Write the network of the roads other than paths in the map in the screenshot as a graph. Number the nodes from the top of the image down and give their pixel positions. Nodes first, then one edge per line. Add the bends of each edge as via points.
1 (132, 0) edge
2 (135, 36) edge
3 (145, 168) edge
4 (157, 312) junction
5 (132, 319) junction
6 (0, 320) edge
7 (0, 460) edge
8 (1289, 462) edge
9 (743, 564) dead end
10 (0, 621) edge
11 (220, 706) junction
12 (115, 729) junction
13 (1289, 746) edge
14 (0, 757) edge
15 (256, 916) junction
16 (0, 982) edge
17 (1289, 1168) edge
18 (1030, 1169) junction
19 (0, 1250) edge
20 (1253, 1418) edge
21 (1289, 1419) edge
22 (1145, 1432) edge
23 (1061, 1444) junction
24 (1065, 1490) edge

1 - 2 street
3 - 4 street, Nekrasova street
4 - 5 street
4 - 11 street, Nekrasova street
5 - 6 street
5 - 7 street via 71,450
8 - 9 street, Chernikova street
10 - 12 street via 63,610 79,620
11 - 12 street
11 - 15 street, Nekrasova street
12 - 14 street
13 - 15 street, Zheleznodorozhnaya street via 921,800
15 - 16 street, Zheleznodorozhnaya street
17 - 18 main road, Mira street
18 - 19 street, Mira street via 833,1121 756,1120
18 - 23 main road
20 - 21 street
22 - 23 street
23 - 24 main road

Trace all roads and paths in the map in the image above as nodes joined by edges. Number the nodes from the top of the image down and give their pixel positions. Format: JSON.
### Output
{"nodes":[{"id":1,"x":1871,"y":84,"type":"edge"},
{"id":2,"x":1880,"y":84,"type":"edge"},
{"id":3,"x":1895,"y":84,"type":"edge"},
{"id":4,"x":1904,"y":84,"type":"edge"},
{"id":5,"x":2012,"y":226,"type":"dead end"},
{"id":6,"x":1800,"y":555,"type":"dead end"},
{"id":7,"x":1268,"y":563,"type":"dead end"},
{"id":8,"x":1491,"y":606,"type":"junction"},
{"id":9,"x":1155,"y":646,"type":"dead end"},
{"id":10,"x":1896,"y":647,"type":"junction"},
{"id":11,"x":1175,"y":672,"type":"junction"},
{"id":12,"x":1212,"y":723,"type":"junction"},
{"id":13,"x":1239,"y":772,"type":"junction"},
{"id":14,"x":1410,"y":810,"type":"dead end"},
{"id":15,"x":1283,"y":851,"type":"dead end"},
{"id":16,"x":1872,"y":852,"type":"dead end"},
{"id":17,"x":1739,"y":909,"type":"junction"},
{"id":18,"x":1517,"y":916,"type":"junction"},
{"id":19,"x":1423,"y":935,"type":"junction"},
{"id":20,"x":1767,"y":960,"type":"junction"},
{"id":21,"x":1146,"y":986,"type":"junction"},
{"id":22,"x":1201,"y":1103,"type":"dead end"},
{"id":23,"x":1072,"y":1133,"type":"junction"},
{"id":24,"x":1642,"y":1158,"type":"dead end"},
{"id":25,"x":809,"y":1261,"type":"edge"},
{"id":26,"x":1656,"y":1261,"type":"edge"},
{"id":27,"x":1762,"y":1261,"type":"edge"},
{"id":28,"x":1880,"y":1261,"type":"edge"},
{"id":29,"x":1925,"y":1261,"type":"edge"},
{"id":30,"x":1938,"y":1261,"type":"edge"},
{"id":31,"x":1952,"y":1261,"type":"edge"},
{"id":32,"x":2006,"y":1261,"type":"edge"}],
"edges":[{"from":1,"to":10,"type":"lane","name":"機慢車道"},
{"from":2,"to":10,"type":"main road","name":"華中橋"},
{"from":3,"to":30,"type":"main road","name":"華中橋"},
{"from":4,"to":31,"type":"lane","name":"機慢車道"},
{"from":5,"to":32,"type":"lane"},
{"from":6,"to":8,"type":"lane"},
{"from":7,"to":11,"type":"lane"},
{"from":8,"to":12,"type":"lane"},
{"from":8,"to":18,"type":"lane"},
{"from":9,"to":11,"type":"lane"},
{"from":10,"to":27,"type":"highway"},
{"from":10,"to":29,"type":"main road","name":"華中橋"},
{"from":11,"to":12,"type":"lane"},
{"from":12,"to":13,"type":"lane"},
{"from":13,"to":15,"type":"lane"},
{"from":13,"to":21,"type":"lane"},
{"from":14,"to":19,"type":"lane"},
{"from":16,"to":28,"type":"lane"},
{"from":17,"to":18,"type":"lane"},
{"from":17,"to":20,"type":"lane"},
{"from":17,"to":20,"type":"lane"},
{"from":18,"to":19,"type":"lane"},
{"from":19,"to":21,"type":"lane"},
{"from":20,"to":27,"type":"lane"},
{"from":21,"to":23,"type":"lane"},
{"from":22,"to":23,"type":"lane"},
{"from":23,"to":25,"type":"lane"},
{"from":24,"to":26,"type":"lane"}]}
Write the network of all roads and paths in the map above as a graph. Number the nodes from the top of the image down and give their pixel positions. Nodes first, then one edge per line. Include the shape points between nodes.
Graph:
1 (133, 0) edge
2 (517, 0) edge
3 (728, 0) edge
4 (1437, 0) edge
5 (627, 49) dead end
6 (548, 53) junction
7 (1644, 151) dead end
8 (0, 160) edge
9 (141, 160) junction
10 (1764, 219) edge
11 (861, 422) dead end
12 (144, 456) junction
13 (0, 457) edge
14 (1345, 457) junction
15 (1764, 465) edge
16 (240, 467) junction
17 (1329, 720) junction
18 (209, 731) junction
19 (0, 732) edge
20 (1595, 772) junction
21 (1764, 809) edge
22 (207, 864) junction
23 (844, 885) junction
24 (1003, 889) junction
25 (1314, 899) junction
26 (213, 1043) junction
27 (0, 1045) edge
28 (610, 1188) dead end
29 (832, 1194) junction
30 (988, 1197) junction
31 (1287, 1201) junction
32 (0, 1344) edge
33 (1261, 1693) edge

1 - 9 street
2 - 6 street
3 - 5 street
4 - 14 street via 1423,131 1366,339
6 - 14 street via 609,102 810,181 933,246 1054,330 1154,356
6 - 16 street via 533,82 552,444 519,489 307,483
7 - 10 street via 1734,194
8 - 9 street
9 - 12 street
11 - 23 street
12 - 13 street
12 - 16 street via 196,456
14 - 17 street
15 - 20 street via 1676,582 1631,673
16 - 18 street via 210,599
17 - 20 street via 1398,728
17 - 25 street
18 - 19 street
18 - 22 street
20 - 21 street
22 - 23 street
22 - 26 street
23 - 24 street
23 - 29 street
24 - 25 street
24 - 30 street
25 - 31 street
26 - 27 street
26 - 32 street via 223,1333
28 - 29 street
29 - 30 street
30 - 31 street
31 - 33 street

————

## [Task details]
Print every entry exactly as it appears.

## [Your response]
Write the network of the roads other than paths in the map in the screenshot as a graph. Number the nodes from the top of the image down and give their pixel positions. Nodes first, then one edge per line. Add the bends of each edge as via points.
1 (132, 0) edge
2 (135, 36) edge
3 (145, 168) edge
4 (157, 312) junction
5 (132, 319) junction
6 (0, 320) edge
7 (0, 460) edge
8 (1289, 462) edge
9 (743, 564) dead end
10 (0, 621) edge
11 (220, 706) junction
12 (115, 729) junction
13 (1289, 746) edge
14 (0, 757) edge
15 (256, 916) junction
16 (0, 982) edge
17 (1289, 1168) edge
18 (1030, 1169) junction
19 (0, 1250) edge
20 (1253, 1418) edge
21 (1289, 1419) edge
22 (1145, 1432) edge
23 (1061, 1444) junction
24 (1065, 1490) edge

1 - 2 street
3 - 4 street, Nekrasova street
4 - 5 street
4 - 11 street, Nekrasova street
5 - 6 street
5 - 7 street via 71,450
8 - 9 street, Chernikova street
10 - 12 street via 63,610 79,620
11 - 12 street
11 - 15 street, Nekrasova street
12 - 14 street
13 - 15 street, Zheleznodorozhnaya street via 921,800
15 - 16 street, Zheleznodorozhnaya street
17 - 18 main road, Mira street
18 - 19 street, Mira street via 833,1121 756,1120
18 - 23 main road
20 - 21 street
22 - 23 street
23 - 24 main road

Trace all roads and paths in the map in the image above as nodes joined by edges. Number the nodes from the top of the image down and give their pixel positions. Format: JSON.
### Output
{"nodes":[{"id":1,"x":1871,"y":84,"type":"edge"},
{"id":2,"x":1880,"y":84,"type":"edge"},
{"id":3,"x":1895,"y":84,"type":"edge"},
{"id":4,"x":1904,"y":84,"type":"edge"},
{"id":5,"x":2012,"y":226,"type":"dead end"},
{"id":6,"x":1800,"y":555,"type":"dead end"},
{"id":7,"x":1268,"y":563,"type":"dead end"},
{"id":8,"x":1491,"y":606,"type":"junction"},
{"id":9,"x":1155,"y":646,"type":"dead end"},
{"id":10,"x":1896,"y":647,"type":"junction"},
{"id":11,"x":1175,"y":672,"type":"junction"},
{"id":12,"x":1212,"y":723,"type":"junction"},
{"id":13,"x":1239,"y":772,"type":"junction"},
{"id":14,"x":1410,"y":810,"type":"dead end"},
{"id":15,"x":1283,"y":851,"type":"dead end"},
{"id":16,"x":1872,"y":852,"type":"dead end"},
{"id":17,"x":1739,"y":909,"type":"junction"},
{"id":18,"x":1517,"y":916,"type":"junction"},
{"id":19,"x":1423,"y":935,"type":"junction"},
{"id":20,"x":1767,"y":960,"type":"junction"},
{"id":21,"x":1146,"y":986,"type":"junction"},
{"id":22,"x":1201,"y":1103,"type":"dead end"},
{"id":23,"x":1072,"y":1133,"type":"junction"},
{"id":24,"x":1642,"y":1158,"type":"dead end"},
{"id":25,"x":809,"y":1261,"type":"edge"},
{"id":26,"x":1656,"y":1261,"type":"edge"},
{"id":27,"x":1762,"y":1261,"type":"edge"},
{"id":28,"x":1880,"y":1261,"type":"edge"},
{"id":29,"x":1925,"y":1261,"type":"edge"},
{"id":30,"x":1938,"y":1261,"type":"edge"},
{"id":31,"x":1952,"y":1261,"type":"edge"},
{"id":32,"x":2006,"y":1261,"type":"edge"}],
"edges":[{"from":1,"to":10,"type":"lane","name":"機慢車道"},
{"from":2,"to":10,"type":"main road","name":"華中橋"},
{"from":3,"to":30,"type":"main road","name":"華中橋"},
{"from":4,"to":31,"type":"lane","name":"機慢車道"},
{"from":5,"to":32,"type":"lane"},
{"from":6,"to":8,"type":"lane"},
{"from":7,"to":11,"type":"lane"},
{"from":8,"to":12,"type":"lane"},
{"from":8,"to":18,"type":"lane"},
{"from":9,"to":11,"type":"lane"},
{"from":10,"to":27,"type":"highway"},
{"from":10,"to":29,"type":"main road","name":"華中橋"},
{"from":11,"to":12,"type":"lane"},
{"from":12,"to":13,"type":"lane"},
{"from":13,"to":15,"type":"lane"},
{"from":13,"to":21,"type":"lane"},
{"from":14,"to":19,"type":"lane"},
{"from":16,"to":28,"type":"lane"},
{"from":17,"to":18,"type":"lane"},
{"from":17,"to":20,"type":"lane"},
{"from":17,"to":20,"type":"lane"},
{"from":18,"to":19,"type":"lane"},
{"from":19,"to":21,"type":"lane"},
{"from":20,"to":27,"type":"lane"},
{"from":21,"to":23,"type":"lane"},
{"from":22,"to":23,"type":"lane"},
{"from":23,"to":25,"type":"lane"},
{"from":24,"to":26,"type":"lane"}]}
Write the network of all roads and paths in the map above as a graph. Number the nodes from the top of the image down and give their pixel positions. Nodes first, then one edge per line. Include the shape points between nodes.
Graph:
1 (133, 0) edge
2 (517, 0) edge
3 (728, 0) edge
4 (1437, 0) edge
5 (627, 49) dead end
6 (548, 53) junction
7 (1644, 151) dead end
8 (0, 160) edge
9 (141, 160) junction
10 (1764, 219) edge
11 (861, 422) dead end
12 (144, 456) junction
13 (0, 457) edge
14 (1345, 457) junction
15 (1764, 465) edge
16 (240, 467) junction
17 (1329, 720) junction
18 (209, 731) junction
19 (0, 732) edge
20 (1595, 772) junction
21 (1764, 809) edge
22 (207, 864) junction
23 (844, 885) junction
24 (1003, 889) junction
25 (1314, 899) junction
26 (213, 1043) junction
27 (0, 1045) edge
28 (610, 1188) dead end
29 (832, 1194) junction
30 (988, 1197) junction
31 (1287, 1201) junction
32 (0, 1344) edge
33 (1261, 1693) edge

1 - 9 street
2 - 6 street
3 - 5 street
4 - 14 street via 1423,131 1366,339
6 - 14 street via 609,102 810,181 933,246 1054,330 1154,356
6 - 16 street via 533,82 552,444 519,489 307,483
7 - 10 street via 1734,194
8 - 9 street
9 - 12 street
11 - 23 street
12 - 13 street
12 - 16 street via 196,456
14 - 17 street
15 - 20 street via 1676,582 1631,673
16 - 18 street via 210,599
17 - 20 street via 1398,728
17 - 25 street
18 - 19 street
18 - 22 street
20 - 21 street
22 - 23 street
22 - 26 street
23 - 24 street
23 - 29 street
24 - 25 street
24 - 30 street
25 - 31 street
26 - 27 street
26 - 32 street via 223,1333
28 - 29 street
29 - 30 street
30 - 31 street
31 - 33 street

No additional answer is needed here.